Topic Last Modified: 2010-07-16

Most edge components are deployed in a perimeter network (also known as a DMZ, demilitarized zone, or screened subnet). The following components make up the edge topology of the perimeter network. Except where noted, the components are part of all three reference architectures and are in the perimeter network. Edge components include the following:

For high availability you can:

Edge Server

The Edge Server controls traffic across the firewall and usage of the internal deployment by external users. The Edge Server runs the following services:

  • Access Edge service. The Access Edge service provides a single, trusted connection point for both outbound and inbound Session Initiation Protocol (SIP) traffic.

  • Web Conferencing Edge service. The Web Conferencing Edge service enables external users to join meetings that are hosted on your internal Communications Server deployment. It also processes meeting invitations that your internal and remote users send to federated, public, and anonymous users.

  • A/V Edge service. The A/V Edge service makes audio, video, application sharing, and file transfer available to external users. Your users can add audio and video to meetings that include external participants, and they can share audio and video directly with an external user in point-to-point sessions. The A/V Edge service also provides support for desktop sharing and file transfer.

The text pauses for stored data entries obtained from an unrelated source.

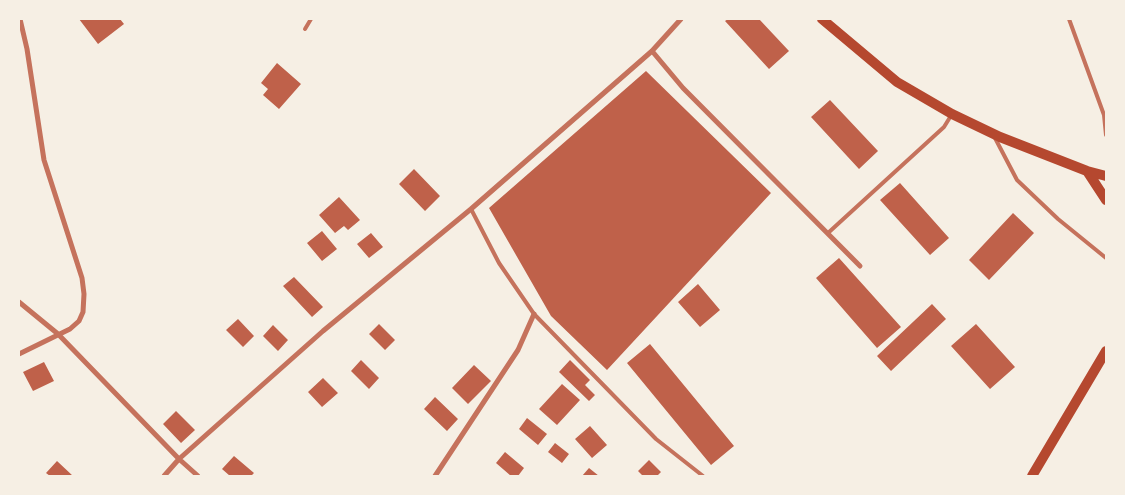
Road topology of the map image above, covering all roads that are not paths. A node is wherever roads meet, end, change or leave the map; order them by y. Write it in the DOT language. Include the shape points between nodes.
graph roads {
  1 [pos="20,19"];
  2 [pos="311,19"];
  3 [pos="682,19"];
  4 [pos="822,19"];
  5 [pos="1069,19"];
  6 [pos="305,29"];
  7 [pos="652,51"];
  8 [pos="952,114"];
  9 [pos="993,134"];
  10 [pos="1106,135"];
  11 [pos="1087,171"];
  12 [pos="1106,176"];
  13 [pos="1106,200"];
  14 [pos="471,208"];
  15 [pos="828,234"];
  16 [pos="1106,258"];
  17 [pos="860,266"];
  18 [pos="19,302"];
  19 [pos="534,314"];
  20 [pos="58,334"];
  21 [pos="1106,350"];
  22 [pos="19,354"];
  23 [pos="179,459"];
  24 [pos="164,476"];
  25 [pos="198,476"];
  26 [pos="436,476"];
  27 [pos="703,476"];
  28 [pos="1032,476"];
  1 -- 20 [label="street" via="44,160 83,286 83,312 79,321"];
  2 -- 6 [label="lane"];
  3 -- 7 [label="street"];
  4 -- 8 [label="main road" via="897,82"];
  5 -- 10 [label="lane" via="1104,115"];
  7 -- 14 [label="street"];
  7 -- 15 [label="street" via="683,88"];
  8 -- 9 [label="main road"];
  8 -- 15 [label="lane" via="944,126"];
  9 -- 11 [label="main road"];
  9 -- 16 [label="lane" via="1017,180"];
  11 -- 12 [label="main road"];
  11 -- 13 [label="main road"];
  14 -- 19 [label="lane" via="499,263"];
  14 -- 23 [label="street" via="322,331"];
  15 -- 17 [label="street"];
  18 -- 20 [label="street"];
  19 -- 26 [label="street" via="518,350"];
  19 -- 27 [label="lane" via="656,439"];
  20 -- 22 [label="street"];
  20 -- 23 [label="street"];
  21 -- 28 [label="main road"];
  23 -- 24 [label="street"];
  23 -- 25 [label="street"];
}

Authorized external users can access the Edge Servers in order to connect to your internal Communications Server deployment, but the Edge Servers do not provide any other access to the internal network.

Reverse Proxy

The reverse proxy is required for the following:

  • To enable external users to download meeting content

  • To enable external users to expand distribution groups

  • To enable remote users to download files from the Address Book Server or to submit queries to the Address Book Web Query service

  • To enable remote users to obtain updates to client and device software

External users do not need a VPN connection to your organization in order to participate in Communications Server-based communications. External users who are connected to your organization’s internal network over a VPN bypass the reverse proxy.


You can deploy your edge topology with only an external firewall or both external and internal firewalls. The reference architectures include two firewalls. Using two firewalls is the recommended approach because it ensures strict routing from one network edge to the other, and it protects your internal deployment behind two levels of firewall.

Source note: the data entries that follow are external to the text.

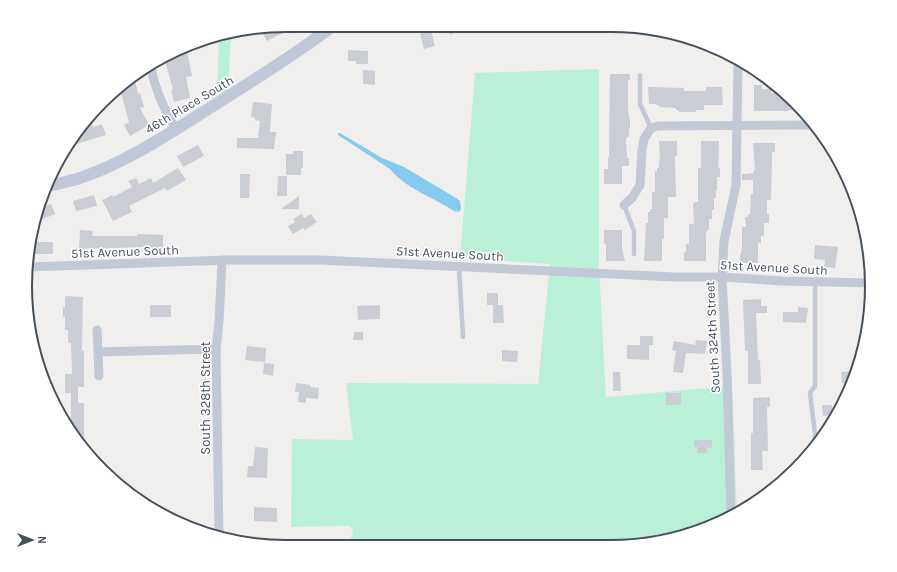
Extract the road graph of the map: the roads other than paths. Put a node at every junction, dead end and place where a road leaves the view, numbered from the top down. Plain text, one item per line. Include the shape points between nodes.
1 (325, 32) edge
2 (738, 66) edge
3 (152, 71) edge
4 (640, 75) dead end
5 (808, 125) edge
6 (737, 126) junction
7 (651, 128) junction
8 (176, 129) junction
9 (53, 185) edge
10 (624, 205) joint
11 (634, 254) dead end
12 (222, 260) junction
13 (459, 266) junction
14 (33, 268) edge
15 (722, 277) junction
16 (815, 282) junction
17 (865, 283) edge
18 (98, 330) dead end
19 (463, 338) dead end
20 (216, 349) junction
21 (98, 352) junction
22 (99, 376) dead end
23 (815, 438) edge
24 (731, 510) edge
25 (219, 531) edge

1 - 8 street, 46th Place South via 266,73
2 - 6 street, South 324th Street
3 - 8 street via 159,98
4 - 7 lane via 640,104
5 - 6 street
6 - 7 street
6 - 15 street, South 324th Street via 736,185 724,241
7 - 10 street via 644,139 640,185
8 - 9 street, 46th Place South via 110,165 77,179
10 - 11 lane via 634,231
12 - 13 street, 51st Avenue South via 321,260
12 - 14 street, 51st Avenue South
12 - 20 street, South 328th Street
13 - 15 street, 51st Avenue South via 674,277
13 - 19 lane
15 - 16 street, 51st Avenue South
15 - 24 street, South 324th Street
16 - 17 street, 51st Avenue South
16 - 23 lane via 815,386 810,393
18 - 21 street
20 - 21 street
20 - 25 street, South 328th Street
21 - 22 street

A Director is an Enterprise pool that does not home users; instead, it serves as an internal next-hop server to which an Edge Server routes inbound SIP traffic destined for internal servers. The Director authenticates inbound requests and redirects them to the user’s home pool or server.

If your organization is going to enable external access, we recommend that you deploy a Director. By authenticating inbound SIP traffic from remote users, the Director relieves Enterprise pool servers from the overhead of performing authentication of remote users. It also helps insulate home servers and Enterprise pools from malicious traffic such as denial-of-service attacks; if the network is flooded with invalid external traffic in such an attack, this traffic ends at the Director, and internal users should not see any effect on performance. For more information about the use of Directors, see Director.

Hardware Load Balancers

The Microsoft Communications Server 2010 scaled consolidated Edge topology is optimized for DNS load balancing, but hardware load balancing is still supported. If you choose to deploy hardware load balancers, you can configure them for both the external and internal interfaces of the Edge Server pool.

Regardless of whether you use hardware load balancing for your Edge server pool, you will need a hardware load balancer if there are two or more reverse proxy servers deployed.

If you are using a hardware load balancer, the load balancer deployed for connections with the internal network must be configured to load-balance only the traffic to the Access Edge service and the A/V Edge service; it cannot load-balance the traffic to the internal Web Conferencing Edge service.
Direct Server Return (DSR) NAT – This NAT mode applies only to hardware load balancers and is used in cases where a hardware load balancer is a bottleneck for traffic flow. With DSR NAT, servers are tricked into accepting traffic for a VIP, but instead of sending a response back to the hardware load balancer, it is sent directly to a router. Direct server return NAT is not supported with Communications Server 2010.